Data for review:
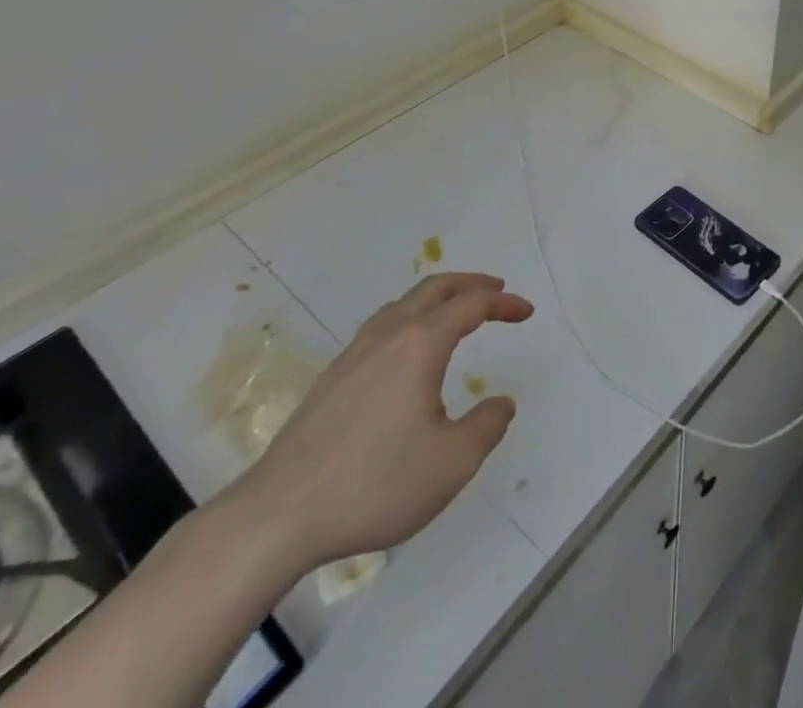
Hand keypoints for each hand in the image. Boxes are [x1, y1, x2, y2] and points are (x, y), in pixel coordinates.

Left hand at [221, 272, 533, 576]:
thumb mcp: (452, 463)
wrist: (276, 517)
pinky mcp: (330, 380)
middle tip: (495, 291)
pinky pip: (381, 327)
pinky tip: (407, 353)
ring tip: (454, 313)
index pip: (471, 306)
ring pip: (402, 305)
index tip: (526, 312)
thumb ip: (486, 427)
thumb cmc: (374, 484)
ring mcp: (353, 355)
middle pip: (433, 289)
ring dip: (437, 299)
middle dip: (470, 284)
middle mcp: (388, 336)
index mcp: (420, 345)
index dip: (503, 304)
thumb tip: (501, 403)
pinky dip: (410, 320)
...
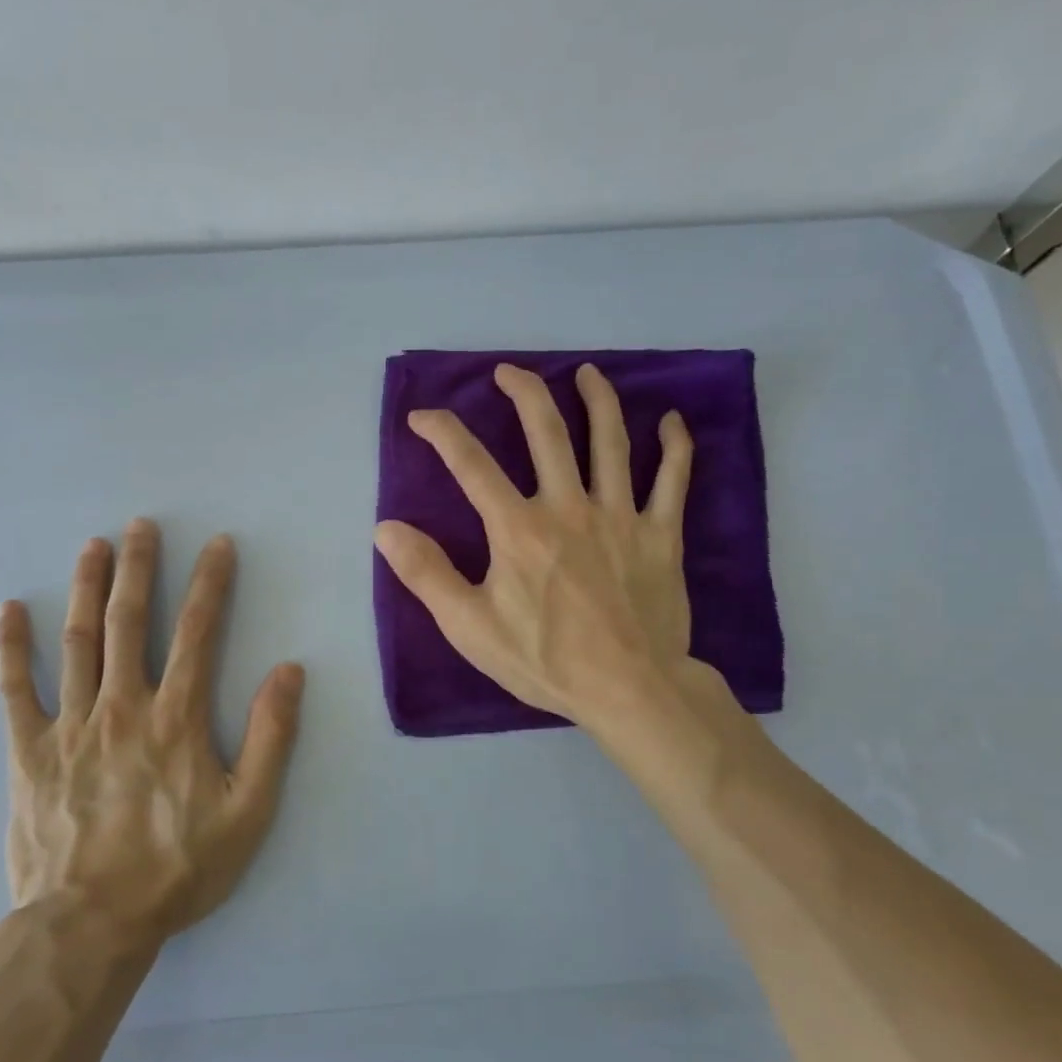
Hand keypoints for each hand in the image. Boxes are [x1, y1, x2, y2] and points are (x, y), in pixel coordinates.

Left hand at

About this task: Would you print exactly and only the lines of the material above that run from the line with "ring dip: (437, 299)" through the line with "pinky dip: (410, 320)", both included?

Solution below:
ring dip: (437, 299)
middle dip: (470, 284)
middle mcp: (388, 336)
index mcp: (420, 345)
index dip: (503, 304)
thumb tip: (501, 403)
pinky dip: (410, 320)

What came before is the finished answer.